Determine the number of lines below that contain the string "هشتم", and state only that number.
_ _ _ _
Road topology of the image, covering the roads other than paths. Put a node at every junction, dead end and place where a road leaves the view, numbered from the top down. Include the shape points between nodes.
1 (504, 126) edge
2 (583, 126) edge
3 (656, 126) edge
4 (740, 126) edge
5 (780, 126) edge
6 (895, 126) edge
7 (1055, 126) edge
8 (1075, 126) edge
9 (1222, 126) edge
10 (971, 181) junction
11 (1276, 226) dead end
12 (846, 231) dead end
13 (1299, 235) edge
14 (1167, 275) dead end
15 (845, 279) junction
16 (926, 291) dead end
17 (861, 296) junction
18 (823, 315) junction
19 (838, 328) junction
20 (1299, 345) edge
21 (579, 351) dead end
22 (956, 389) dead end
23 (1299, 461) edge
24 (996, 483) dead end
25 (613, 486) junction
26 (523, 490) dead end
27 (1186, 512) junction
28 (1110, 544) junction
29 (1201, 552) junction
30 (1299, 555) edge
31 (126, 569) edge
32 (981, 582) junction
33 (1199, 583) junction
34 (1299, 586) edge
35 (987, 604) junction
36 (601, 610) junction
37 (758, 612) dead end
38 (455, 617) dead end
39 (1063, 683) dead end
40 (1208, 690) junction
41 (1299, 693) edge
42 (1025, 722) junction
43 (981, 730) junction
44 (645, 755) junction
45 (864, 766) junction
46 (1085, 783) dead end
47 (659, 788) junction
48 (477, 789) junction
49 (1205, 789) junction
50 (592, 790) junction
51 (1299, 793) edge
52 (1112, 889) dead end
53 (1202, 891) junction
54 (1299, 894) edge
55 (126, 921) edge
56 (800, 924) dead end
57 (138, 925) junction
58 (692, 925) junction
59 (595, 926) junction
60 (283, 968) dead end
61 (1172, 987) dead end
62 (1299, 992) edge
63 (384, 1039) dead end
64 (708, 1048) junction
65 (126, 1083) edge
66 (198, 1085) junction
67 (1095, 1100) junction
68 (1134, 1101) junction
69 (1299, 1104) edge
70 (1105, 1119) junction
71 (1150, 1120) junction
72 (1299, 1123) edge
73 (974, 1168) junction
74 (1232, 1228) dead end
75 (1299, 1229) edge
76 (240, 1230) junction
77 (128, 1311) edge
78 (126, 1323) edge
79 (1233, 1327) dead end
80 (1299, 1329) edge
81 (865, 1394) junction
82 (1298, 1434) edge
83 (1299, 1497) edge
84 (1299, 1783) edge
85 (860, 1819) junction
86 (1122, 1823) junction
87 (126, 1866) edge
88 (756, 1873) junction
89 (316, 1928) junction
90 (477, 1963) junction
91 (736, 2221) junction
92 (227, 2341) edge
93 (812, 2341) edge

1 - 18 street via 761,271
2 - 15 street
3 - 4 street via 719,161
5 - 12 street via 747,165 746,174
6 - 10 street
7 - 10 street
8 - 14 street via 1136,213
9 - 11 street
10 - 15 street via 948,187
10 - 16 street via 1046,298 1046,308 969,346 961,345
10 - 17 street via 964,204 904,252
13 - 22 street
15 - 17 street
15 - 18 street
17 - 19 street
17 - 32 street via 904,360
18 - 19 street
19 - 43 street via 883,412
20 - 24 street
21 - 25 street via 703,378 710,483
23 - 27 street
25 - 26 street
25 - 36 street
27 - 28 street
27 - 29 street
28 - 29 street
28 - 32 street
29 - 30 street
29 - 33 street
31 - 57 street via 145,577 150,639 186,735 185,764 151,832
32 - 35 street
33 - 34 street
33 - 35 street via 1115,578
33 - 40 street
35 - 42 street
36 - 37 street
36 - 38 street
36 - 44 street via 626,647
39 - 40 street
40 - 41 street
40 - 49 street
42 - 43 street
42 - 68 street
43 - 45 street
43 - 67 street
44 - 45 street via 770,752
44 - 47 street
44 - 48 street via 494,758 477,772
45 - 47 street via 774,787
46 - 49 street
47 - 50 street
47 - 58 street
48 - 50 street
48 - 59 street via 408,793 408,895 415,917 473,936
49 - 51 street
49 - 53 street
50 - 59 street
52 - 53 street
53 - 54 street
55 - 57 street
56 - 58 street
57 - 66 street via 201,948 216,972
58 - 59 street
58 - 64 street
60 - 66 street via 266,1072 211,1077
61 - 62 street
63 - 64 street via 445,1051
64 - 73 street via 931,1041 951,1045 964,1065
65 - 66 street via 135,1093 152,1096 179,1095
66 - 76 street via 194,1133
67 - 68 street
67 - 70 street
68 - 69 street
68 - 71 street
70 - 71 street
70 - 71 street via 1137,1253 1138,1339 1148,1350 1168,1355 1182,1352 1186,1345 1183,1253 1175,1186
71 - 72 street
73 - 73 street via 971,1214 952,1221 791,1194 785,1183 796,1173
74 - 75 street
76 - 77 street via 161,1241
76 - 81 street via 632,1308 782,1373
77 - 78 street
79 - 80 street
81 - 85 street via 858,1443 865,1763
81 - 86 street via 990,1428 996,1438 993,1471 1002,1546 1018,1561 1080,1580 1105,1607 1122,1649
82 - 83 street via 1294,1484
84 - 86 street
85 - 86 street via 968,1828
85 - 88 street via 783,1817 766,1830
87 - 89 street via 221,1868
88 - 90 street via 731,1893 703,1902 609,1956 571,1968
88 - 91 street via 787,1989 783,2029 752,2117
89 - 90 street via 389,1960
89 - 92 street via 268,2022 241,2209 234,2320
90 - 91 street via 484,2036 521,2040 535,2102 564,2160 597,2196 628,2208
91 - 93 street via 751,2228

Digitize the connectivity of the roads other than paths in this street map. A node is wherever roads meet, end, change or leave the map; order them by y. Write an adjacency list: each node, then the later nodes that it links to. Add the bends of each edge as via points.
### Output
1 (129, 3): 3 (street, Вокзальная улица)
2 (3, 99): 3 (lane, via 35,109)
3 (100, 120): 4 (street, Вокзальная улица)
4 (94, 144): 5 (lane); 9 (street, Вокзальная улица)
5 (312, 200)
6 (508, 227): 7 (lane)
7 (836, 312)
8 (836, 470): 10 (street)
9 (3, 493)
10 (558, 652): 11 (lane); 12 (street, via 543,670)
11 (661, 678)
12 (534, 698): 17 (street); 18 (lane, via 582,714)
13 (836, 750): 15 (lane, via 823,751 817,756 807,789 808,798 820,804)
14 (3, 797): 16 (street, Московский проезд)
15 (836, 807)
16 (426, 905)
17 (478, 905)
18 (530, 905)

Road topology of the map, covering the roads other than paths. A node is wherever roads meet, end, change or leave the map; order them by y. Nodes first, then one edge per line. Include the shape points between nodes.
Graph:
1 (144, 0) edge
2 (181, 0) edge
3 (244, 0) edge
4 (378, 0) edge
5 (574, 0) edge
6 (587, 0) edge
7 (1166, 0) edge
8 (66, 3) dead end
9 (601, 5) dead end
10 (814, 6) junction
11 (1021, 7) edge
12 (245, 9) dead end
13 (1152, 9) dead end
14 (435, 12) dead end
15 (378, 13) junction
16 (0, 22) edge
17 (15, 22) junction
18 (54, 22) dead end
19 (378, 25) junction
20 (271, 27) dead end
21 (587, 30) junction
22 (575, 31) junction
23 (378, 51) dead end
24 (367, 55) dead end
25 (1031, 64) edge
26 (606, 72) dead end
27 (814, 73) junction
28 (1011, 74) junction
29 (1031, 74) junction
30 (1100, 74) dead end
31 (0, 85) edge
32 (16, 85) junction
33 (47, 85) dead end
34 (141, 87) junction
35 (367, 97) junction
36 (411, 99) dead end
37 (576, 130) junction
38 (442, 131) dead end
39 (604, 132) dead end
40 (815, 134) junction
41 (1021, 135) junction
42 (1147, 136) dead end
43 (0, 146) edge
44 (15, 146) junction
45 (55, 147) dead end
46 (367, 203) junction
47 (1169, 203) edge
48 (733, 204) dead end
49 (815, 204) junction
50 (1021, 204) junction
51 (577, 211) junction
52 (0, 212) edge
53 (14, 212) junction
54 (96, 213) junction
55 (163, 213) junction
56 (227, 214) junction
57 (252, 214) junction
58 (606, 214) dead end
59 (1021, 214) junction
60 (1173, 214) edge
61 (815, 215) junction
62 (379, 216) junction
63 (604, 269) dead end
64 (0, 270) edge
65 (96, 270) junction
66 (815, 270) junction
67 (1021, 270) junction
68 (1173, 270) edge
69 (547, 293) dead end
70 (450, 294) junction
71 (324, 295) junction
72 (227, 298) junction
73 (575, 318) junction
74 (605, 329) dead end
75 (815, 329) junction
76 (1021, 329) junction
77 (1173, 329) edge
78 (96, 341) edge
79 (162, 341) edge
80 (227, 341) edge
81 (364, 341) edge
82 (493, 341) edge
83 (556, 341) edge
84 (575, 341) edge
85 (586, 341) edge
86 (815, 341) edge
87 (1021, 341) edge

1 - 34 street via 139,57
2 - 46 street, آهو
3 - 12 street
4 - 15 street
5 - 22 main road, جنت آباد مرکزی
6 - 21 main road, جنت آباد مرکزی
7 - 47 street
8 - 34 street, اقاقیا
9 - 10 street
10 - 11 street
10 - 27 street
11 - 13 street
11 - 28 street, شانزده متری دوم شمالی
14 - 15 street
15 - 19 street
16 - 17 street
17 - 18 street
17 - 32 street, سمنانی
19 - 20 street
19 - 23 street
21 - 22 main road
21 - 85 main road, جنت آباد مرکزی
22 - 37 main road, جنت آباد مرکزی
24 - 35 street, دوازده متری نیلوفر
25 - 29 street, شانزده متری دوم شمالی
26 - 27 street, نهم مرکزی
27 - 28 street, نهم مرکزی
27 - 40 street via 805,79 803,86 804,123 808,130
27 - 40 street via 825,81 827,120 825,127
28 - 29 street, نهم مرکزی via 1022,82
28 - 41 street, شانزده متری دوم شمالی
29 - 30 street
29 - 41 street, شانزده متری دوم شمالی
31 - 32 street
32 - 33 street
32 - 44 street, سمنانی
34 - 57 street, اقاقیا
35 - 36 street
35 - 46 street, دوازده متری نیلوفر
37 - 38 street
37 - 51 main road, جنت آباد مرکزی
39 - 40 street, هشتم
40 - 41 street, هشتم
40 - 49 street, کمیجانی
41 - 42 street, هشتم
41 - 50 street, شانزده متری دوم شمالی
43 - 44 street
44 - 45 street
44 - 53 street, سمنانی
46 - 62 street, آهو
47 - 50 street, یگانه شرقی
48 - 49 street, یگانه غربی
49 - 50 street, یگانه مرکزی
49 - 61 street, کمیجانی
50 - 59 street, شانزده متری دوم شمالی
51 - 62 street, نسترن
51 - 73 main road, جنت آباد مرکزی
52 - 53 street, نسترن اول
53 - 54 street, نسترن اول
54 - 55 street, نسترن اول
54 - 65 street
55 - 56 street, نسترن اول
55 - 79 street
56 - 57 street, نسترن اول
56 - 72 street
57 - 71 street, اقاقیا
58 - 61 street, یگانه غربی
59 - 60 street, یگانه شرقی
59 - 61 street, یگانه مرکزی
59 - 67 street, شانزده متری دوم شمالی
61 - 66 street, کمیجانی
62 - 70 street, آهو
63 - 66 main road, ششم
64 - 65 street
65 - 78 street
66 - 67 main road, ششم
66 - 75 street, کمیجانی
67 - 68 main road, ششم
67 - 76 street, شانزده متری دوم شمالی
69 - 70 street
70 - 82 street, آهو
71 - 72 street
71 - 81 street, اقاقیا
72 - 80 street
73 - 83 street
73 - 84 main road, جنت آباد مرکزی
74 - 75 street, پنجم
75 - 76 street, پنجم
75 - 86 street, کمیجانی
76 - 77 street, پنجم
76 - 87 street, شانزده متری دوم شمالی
_ _ _ _
*THE ANSWER*. 3